Consider the following integral:
FullSimplify[Integrate[r BesselJ[m,BesselJZero[m,n]r /a]^2,{r,0,a}],
Assumptions->n\[Element]Integers&&n>=1&&m\[Element]Integers]
(* ConditionalExpression[1/2 a^2 BesselJ[-1+m,BesselJZero[m,n]]^2,m>-1] *)
This gives part of the orthogonality condition of BesselJ
functions (see here, Eq. 53).
What I can't figure out is the reason for the ConditionalExpression
. Mathematica knows about the relationship:
FullSimplify[BesselJ[-m,x]==(-1)^m BesselJ[m,x],Assumptions->m\[Element]Integers]
(* True *)
and can even calculate the integral given m=-1
, for example, explicitly:
Integrate[r BesselJ[-1, BesselJZero[-1, n] r /a]^2, {r, 0, a}]
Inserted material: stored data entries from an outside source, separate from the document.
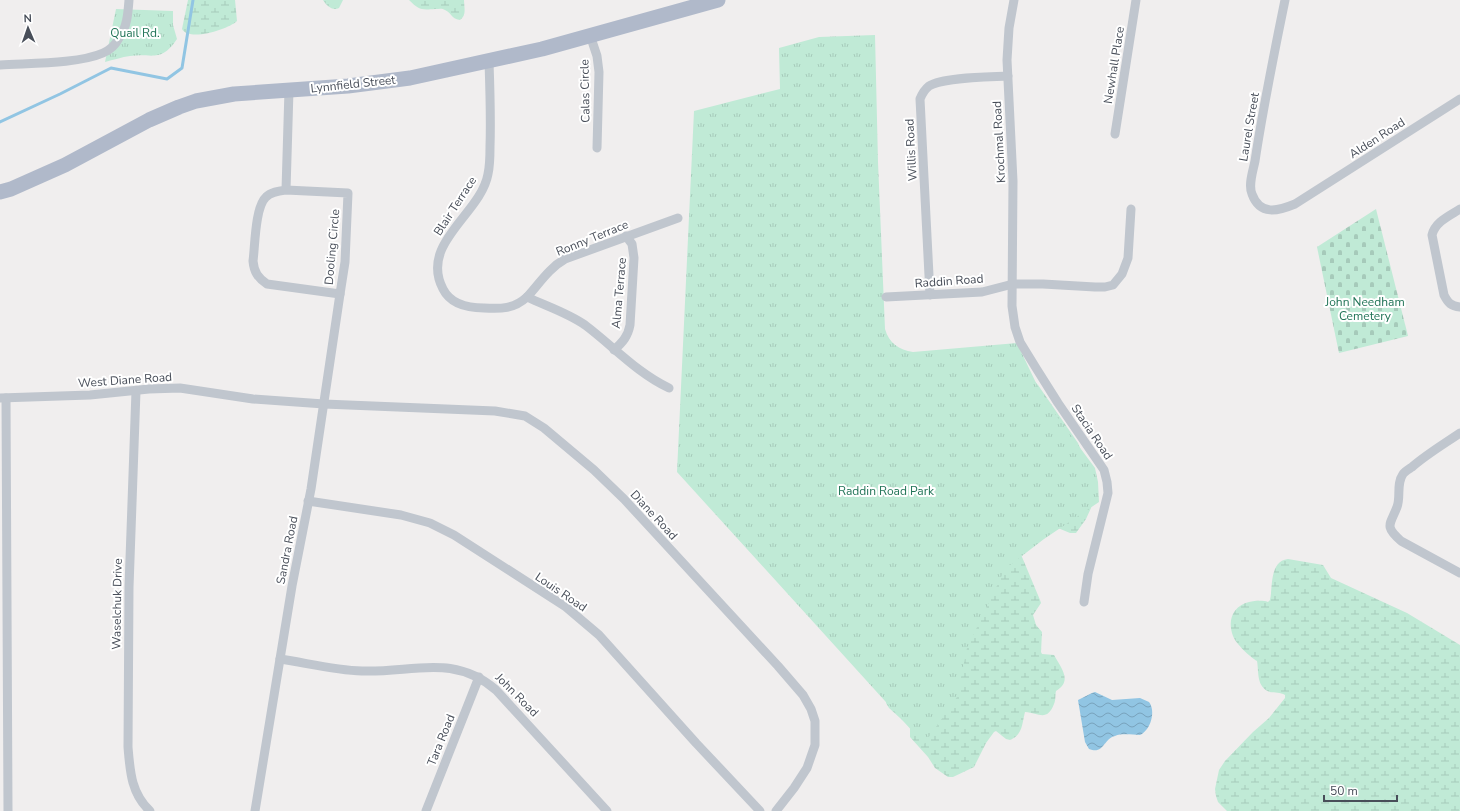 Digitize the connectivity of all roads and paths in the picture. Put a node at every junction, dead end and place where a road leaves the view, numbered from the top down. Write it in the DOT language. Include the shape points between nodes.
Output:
graph roads {
  1 [pos="129,0"];
  2 [pos="718,0"];
  3 [pos="1014,0"];
  4 [pos="1136,0"];
  5 [pos="1285,0"];
  6 [pos="590,35"];
  7 [pos="489,62"];
  8 [pos="0,65"];
  9 [pos="1008,76"];
  10 [pos="289,90"];
  11 [pos="1460,99"];
  12 [pos="1115,134"];
  13 [pos="597,148"];
  14 [pos="286,190"];
  15 [pos="0,192"];
  16 [pos="1306,197"];
  17 [pos="1131,209"];
  18 [pos="1460,209"];
  19 [pos="678,218"];
  20 [pos="626,236"];
  21 [pos="1013,284"];
  22 [pos="340,294"];
  23 [pos="930,295"];
  24 [pos="527,297"];
  25 [pos="886,297"];
  26 [pos="1460,307"];
  27 [pos="614,350"];
  28 [pos="669,388"];
  29 [pos="136,391"];
  30 [pos="3,398"];
  31 [pos="324,404"];
  32 [pos="1460,434"];
  33 [pos="308,501"];
  34 [pos="1460,573"];
  35 [pos="1084,602"];
  36 [pos="280,659"];
  37 [pos="479,677"];
  38 [pos="4,796"];
  39 [pos="8,811"];
  40 [pos="150,811"];
  41 [pos="255,811"];
  42 [pos="426,811"];
  43 [pos="607,811"];
  44 [pos="760,811"];
  45 [pos="776,811"];
  1 -- 8 [label="street" via="128,14 120,38 105,52 60,61"];
  2 -- 6 [label="main road, Lynnfield Street"];
  3 -- 9 [label="street, Krochmal Road" via="1009,28"];
  4 -- 12 [label="street, Newhall Place"];
  5 -- 16 [label="street, Laurel Street" via="1258,135 1251,194 1260,207 1268,210 1283,209"];
  6 -- 7 [label="main road, Lynnfield Street"];
  6 -- 13 [label="street, Calas Circle" via="599,72"];
  7 -- 10 [label="main road, Lynnfield Street" via="370,84"];
  7 -- 24 [label="street, Blair Terrace" via="492,114 489,173 482,190 442,248 439,276 445,293 463,306 513,307"];
  9 -- 21 [label="street, Krochmal Road" via="1013,181"];
  9 -- 23 [label="street, Willis Road" via="941,81 928,87 920,99"];
  10 -- 14 [label="street"];
  10 -- 15 [label="main road, Lynnfield Street" via="234,94 179,107 149,120 65,165"];
  11 -- 16 [label="street, Alden Road"];
  14 -- 22 [label="street, Dooling Circle" via="348,193 345,262"];
  14 -- 22 [label="street, Dooling Circle" via="270,194 261,204 253,261 256,274 267,284"];
  17 -- 21 [label="street, Raddin Road" via="1128,258 1122,274 1113,285 1095,287"];
  18 -- 26 [label="street" via="1437,224 1432,235 1444,295 1448,303"];
  19 -- 20 [label="street, Ronny Terrace"];
  20 -- 24 [label="street, Ronny Terrace" via="557,264"];
  20 -- 27 [label="street, Alma Terrace" via="632,244 634,258 630,325 625,339"];
  21 -- 23 [label="street, Raddin Road" via="982,292"];
  21 -- 35 [label="street, Stacia Road" via="1012,306 1020,342 1104,470 1107,482 1108,493 1088,574"];
  22 -- 31 [label="street, Sandra Road"];
  23 -- 25 [label="street, Raddin Road"];
  24 -- 27 [label="street" via="576,320"];
  27 -- 28 [label="street" via="649,377"];
  29 -- 30 [label="street, West Diane Road"];
  29 -- 31 [label="street, West Diane Road" via="180,388 253,399"];
  29 -- 40 [label="street, Waselchuk Drive" via="129,587 128,747 132,782 141,802"];
  30 -- 38 [label="street"];
  31 -- 33 [label="street, Sandra Road"];
  31 -- 45 [label="street, Diane Road" via="462,409 524,416 544,428 594,470 624,499 778,666 803,695 811,709 816,733 812,757 802,777"];
  32 -- 34 [label="street" via="1422,458 1403,474 1399,484 1397,506 1390,521 1390,529 1402,541"];
  33 -- 36 [label="street, Sandra Road"];
  33 -- 44 [label="street, Louis Road" via="394,514 430,523 454,535 566,607 599,635"];
  36 -- 37 [label="street, John Road" via="360,671 443,667 467,671"];
  36 -- 41 [label="street, Sandra Road"];
  37 -- 42 [label="street, Tara Road"];
  37 -- 43 [label="street, John Road" via="512,705"];
  38 -- 39 [label="street"];
}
(* 1/2 a^2 (BesselJ[0,BesselJZero[-1,n]]^2+BesselJ[1,BesselJZero[-1,n]]^2-
(2 BesselJ[0,BesselJZero[-1,n]] BesselJ[1,BesselJZero[-1,n]])/BesselJZero[-1,n]) *)
But, trying to force Integrate
to assume m<=-1
throws an error:
Integrate[r BesselJ[m,BesselJZero[m,n]r /a]^2,{r,0,a},
Assumptions->n\[Element]Integers&&n>=1&&m\[Element]Integers&&m<=-1]
(* Integrate::idiv: Integral of r BesselJ[m,(r BesselJZero[m,n])/a]^2
does not converge on {0,a}.*)
So, why can't it solve it for any (integer) m
in the first (or negative integers in the last) scenario?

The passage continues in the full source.